Some of the artists who were there have their work online:
I have added an Artist’s Statement to my Bio page. I will be exhibiting a few pieces of my work in the A+Art Committee member exhibit at Okaloosa Walton State College next spring. The committee functions under the umbrella of the Cultural Arts Alliance of Walton County (Florida), selecting artists and organizing shows in the lobby area of the South Walton OWSC business office about 4 or 5 times a year. This year was our first year, and we decided to avoid any appearance of self-promotion this first year. But several members of the committee are accomplished artists, so we decided to have a show of committee members’ works for a couple of months next year.
Following is my Artist’s Statement, at least for today, 11/14/11. No doubt it will evolve.
Joan Vienot – Artist’s Statement
The greatest pleasure for me as an artist is the capture of the present moment, a little piece of Now. The challenge is greatest when the subject is the human figure, where the length of a pose is limited by the live model’s ability to remain motionless for any duration. Very little time is available for retractions or corrections, so my marks on the paper have to be certain and authoritative. Every pose is a challenge of my mastery. Similarly, plein air painting requires intense focus and present moment awareness in order to execute a scene before the light changes radically. In both cases, the subject must be portrayed in fairly general terms, with only enough detail to lend unique identity and a bit of atmosphere. I rarely do anything more than minimal correcting, or perhaps heightening of contrast, when I get back to my studio, preferring to let my interpretation of the moment stand on its own. My approach might result in what some may call mistakes in proportion or perspective, but I think accuracy should be subordinate to my effort to convey the essence of the subject in a short amount of time.

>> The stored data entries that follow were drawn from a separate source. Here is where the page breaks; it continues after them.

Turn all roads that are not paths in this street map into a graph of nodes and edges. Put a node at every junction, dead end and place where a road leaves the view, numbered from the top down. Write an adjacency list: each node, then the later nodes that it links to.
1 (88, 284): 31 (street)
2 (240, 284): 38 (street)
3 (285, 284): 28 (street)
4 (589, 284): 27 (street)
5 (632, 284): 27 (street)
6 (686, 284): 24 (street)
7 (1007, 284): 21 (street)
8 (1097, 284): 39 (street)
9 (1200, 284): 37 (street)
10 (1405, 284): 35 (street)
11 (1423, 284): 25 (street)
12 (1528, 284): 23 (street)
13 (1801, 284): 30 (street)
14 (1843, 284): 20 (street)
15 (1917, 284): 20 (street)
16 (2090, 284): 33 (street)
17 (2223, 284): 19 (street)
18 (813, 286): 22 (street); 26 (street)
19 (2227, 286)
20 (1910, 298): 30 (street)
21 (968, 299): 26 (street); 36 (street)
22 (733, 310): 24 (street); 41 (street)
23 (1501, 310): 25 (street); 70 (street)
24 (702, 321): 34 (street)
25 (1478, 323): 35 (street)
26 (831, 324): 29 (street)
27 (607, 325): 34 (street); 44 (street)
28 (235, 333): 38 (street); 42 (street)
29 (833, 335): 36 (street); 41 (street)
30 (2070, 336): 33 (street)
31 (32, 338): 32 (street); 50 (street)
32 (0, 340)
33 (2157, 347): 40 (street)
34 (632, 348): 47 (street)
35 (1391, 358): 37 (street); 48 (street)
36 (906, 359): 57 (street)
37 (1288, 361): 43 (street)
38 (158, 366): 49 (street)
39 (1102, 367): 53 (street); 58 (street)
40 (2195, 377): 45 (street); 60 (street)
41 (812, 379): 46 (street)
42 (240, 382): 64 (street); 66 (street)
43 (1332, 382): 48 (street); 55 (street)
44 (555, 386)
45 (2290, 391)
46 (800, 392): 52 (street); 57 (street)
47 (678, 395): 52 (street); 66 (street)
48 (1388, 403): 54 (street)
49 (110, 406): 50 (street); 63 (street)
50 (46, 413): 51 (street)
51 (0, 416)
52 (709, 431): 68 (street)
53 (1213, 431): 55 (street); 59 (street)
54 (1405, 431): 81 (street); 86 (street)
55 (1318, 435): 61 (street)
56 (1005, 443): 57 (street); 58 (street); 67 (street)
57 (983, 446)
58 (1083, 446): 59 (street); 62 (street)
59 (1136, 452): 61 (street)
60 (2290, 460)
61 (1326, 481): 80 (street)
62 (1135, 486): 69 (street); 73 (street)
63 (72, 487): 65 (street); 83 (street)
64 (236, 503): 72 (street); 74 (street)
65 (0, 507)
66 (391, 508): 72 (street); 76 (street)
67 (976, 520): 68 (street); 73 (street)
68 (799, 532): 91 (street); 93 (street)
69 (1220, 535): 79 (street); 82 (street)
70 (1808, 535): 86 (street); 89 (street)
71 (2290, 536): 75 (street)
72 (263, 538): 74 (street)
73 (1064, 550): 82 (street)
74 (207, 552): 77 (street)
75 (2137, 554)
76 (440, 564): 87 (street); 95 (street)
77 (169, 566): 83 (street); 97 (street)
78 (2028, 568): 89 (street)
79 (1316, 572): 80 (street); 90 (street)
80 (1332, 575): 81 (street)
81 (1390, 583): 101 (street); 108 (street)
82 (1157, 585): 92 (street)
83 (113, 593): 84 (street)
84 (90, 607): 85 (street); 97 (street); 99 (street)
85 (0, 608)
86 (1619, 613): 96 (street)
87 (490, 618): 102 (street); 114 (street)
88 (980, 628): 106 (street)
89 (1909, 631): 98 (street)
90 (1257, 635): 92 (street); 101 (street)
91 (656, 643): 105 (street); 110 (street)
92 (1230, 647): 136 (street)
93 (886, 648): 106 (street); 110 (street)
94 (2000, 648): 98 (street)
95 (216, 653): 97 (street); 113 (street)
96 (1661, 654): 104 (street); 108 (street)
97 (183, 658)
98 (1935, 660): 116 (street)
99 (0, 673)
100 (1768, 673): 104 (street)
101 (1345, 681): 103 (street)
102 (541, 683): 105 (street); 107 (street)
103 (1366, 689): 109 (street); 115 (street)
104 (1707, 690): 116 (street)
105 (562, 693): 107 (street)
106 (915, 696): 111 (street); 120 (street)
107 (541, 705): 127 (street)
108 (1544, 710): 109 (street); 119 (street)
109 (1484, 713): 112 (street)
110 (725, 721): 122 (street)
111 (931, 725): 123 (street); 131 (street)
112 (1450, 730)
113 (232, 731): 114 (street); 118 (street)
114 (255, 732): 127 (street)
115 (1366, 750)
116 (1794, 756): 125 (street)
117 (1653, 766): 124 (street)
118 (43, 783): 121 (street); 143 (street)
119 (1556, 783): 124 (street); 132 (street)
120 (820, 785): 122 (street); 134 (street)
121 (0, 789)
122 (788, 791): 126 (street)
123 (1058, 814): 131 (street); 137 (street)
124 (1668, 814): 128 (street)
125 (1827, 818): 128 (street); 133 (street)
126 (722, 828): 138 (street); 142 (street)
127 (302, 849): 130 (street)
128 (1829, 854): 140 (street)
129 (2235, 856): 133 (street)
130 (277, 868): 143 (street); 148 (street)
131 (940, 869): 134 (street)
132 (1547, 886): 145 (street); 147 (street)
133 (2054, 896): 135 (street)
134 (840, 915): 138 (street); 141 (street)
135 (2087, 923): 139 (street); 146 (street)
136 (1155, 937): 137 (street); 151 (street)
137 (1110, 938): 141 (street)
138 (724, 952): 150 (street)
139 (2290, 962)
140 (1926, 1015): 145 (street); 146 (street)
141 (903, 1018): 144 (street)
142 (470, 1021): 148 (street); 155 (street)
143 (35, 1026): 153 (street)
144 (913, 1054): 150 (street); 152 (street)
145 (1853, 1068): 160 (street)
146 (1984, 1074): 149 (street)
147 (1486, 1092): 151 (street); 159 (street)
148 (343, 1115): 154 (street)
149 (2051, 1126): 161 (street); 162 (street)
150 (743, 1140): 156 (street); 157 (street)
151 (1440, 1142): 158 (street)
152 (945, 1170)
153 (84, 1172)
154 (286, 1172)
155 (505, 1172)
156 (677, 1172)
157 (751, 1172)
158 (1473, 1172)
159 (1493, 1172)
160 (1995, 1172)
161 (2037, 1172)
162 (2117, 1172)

When time is so fleeting that I could never capture something in either dry or wet media, then I resort to my camera to produce a photograph, which of course records the quintessential moment in time.
My favorite subject for drawing is the human figure. People’s lives and experiences create lines on their faces and sags on their bodies, and their posture bears witness to their youth or to their years. The nude figure in particular, with the façade of clothing removed, reveals the essence of a person’s physical existence and might even hint at her spirit. Most of my figure drawings are of females simply because most of the models I’ve had opportunity to draw are female. My figure drawings are very simply my personal expression of the beauty and complexity of the human form and my efforts toward mastery of that expression.